When funny old world, if you WANT to scratch the surface, they are often sooooo similar – despite negative gobby rhetoric, designed to stir up ‘stuff’ for votes, instead of thinking positively how you build a sustainable economy and touring the country with REAL investment solutions as Cameron and Osborne currently are.
But let me reiterate for all those to be mentioned from here on, tax AVOIDENCE if legal, is not a criminal act, tax EVASION,
Re Samantha Cameron’s employer; are they not an international company, currently trading at a loss in the UK, currently looking for international investors to help them? I’m sure the Labour Party will rejoice when ‘the wrong sort of jobs’, from ‘the wrong sort of company’ no longer exists, its kinda how they roll.
Re David Cameron’s father; are you saying Cameron’s father EVADED taxes to help his children, or used legal tax avoidance, as Ralph Miliband did, to help his anti tax avoidance crusader son Ed, and politically screwed over brother David?
I used the fairest version of this on the young Miliband snipperwhappers I could find.
“The Milibands’ impressive property portfolio is fascinating. But what does it really tell us?”
www.theguardian.com/commentisfree/2010/oct/09/ed-miliband-journalists-in-glass-houses
”Marxist academic Ralph Miliband owned a house in Edis Street, Primrose Hill. At some point after he died in 1994, his widow and two sons signed a "deed of variation" to his will that gave Ed and David each a 20% share in the house, which meant that on their mother's death they would pay inheritance tax only on the remaining 60%. Mrs Miliband also gave David a ground-floor flat around the corner in Chalcot Square that she'd bought for her mother in 1981. David moved in, then he and Ed bought leaseholds on the two floors above for about £100,000 a floor. David lived on the first two floors, and Ed on the third. Then jointly they bought the freehold on the whole Chalcot Square house.”

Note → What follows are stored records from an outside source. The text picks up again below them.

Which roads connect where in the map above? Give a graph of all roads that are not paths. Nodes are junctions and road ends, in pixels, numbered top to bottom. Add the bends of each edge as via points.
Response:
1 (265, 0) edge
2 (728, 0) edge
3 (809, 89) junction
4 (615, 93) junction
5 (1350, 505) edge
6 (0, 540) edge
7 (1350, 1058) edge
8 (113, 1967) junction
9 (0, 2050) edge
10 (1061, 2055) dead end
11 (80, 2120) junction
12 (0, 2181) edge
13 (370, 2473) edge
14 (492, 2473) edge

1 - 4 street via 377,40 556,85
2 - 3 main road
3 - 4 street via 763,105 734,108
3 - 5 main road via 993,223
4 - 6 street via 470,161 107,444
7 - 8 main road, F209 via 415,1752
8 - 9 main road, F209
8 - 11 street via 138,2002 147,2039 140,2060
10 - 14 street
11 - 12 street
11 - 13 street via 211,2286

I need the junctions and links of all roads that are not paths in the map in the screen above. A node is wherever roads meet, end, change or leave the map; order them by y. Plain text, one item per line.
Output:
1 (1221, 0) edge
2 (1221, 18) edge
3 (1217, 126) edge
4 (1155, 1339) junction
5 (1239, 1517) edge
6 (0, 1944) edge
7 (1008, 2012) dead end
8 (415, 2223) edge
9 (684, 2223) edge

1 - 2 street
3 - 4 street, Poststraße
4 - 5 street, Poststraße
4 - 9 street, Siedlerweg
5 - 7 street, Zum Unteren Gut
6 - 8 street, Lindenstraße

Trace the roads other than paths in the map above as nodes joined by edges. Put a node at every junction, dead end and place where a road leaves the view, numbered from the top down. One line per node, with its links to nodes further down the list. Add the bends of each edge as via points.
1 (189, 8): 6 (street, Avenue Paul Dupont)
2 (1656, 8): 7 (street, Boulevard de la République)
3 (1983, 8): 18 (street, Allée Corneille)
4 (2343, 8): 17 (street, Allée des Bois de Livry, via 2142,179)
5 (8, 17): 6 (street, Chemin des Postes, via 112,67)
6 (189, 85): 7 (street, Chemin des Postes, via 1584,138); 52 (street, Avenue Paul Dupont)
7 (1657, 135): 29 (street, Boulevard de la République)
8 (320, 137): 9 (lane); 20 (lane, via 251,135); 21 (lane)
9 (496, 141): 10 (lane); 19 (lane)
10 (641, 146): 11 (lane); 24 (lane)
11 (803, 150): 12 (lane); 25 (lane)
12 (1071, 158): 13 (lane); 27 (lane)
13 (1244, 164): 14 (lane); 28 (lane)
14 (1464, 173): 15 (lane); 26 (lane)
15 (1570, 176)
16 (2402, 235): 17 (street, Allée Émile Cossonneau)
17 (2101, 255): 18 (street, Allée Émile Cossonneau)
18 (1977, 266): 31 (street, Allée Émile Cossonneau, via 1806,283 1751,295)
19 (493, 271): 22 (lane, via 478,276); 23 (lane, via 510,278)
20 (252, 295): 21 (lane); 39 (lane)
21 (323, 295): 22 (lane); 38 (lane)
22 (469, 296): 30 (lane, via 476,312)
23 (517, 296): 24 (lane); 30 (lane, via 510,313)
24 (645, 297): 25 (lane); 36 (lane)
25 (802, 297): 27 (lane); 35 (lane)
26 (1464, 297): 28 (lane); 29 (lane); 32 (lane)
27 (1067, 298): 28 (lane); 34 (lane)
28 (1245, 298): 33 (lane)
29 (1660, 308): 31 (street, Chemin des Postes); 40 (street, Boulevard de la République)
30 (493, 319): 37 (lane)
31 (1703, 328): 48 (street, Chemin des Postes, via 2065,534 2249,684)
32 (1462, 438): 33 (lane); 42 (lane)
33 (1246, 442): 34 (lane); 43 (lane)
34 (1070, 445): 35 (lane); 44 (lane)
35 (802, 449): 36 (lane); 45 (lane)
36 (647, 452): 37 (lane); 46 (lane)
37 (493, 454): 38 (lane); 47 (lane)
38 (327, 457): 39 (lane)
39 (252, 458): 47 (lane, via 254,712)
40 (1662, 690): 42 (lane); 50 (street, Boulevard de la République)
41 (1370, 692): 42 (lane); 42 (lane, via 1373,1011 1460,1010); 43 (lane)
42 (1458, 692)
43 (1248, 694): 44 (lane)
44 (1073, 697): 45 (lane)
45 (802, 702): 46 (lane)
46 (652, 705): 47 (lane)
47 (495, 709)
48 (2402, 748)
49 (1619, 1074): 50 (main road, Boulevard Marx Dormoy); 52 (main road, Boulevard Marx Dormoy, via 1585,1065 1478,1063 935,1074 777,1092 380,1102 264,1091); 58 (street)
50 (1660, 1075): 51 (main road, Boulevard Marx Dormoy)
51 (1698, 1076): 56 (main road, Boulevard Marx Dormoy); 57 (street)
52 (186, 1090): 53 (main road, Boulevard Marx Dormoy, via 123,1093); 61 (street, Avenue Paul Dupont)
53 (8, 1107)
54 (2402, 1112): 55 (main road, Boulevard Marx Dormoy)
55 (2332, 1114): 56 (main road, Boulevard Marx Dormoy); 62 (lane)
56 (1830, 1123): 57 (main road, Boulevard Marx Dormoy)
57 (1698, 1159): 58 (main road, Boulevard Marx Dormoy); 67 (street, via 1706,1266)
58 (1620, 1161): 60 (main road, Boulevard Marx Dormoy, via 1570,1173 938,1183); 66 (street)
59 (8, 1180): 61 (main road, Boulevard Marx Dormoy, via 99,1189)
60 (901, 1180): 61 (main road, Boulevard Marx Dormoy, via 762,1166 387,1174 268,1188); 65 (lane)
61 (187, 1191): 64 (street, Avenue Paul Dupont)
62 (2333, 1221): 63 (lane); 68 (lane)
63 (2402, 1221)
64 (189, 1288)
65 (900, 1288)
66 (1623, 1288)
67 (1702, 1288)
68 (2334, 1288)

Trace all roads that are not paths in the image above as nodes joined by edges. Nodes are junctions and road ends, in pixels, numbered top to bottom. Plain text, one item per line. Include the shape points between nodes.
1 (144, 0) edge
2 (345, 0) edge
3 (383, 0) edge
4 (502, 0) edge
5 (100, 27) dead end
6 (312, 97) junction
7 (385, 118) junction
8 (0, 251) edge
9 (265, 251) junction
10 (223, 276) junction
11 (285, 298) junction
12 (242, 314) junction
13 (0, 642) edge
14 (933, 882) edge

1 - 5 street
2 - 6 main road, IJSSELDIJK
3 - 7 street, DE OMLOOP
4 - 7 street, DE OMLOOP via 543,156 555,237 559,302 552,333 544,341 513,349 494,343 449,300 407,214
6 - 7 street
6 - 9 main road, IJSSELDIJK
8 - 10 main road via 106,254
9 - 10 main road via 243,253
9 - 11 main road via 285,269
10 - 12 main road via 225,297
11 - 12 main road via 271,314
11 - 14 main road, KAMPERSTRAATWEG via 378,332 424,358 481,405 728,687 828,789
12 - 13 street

”In 2004, when he was married and about to adopt the first of his two children, David decided he needed more room. The solution lay in Edis Street. He bought out the 80% owned by his mother and brother for £800,000 and his mother switched homes to David's Chalcot Square flat. Ed's share of the deal is thought to be at least £160,000, on which he paid capital gains tax. In 2005, he sold his Chalcot Square flat for £342,000, and the next year bought another flat in the same area for £650,000, which he sold soon after for £740,000 to move into a house a mile or so away in Dartmouth Park that had been bought by his partner, lawyer Justine Thornton.”
How lucky Ed was, benefiting from his families tax avoidance and being in the heart a Labour Party engineering a housing boom, and bringing down the Capital Gains Tax over 13-years ‘for millionaires’.
Not quite the Blair's TEN(?) homes, but you get the card carrying socialist hypocrisy point?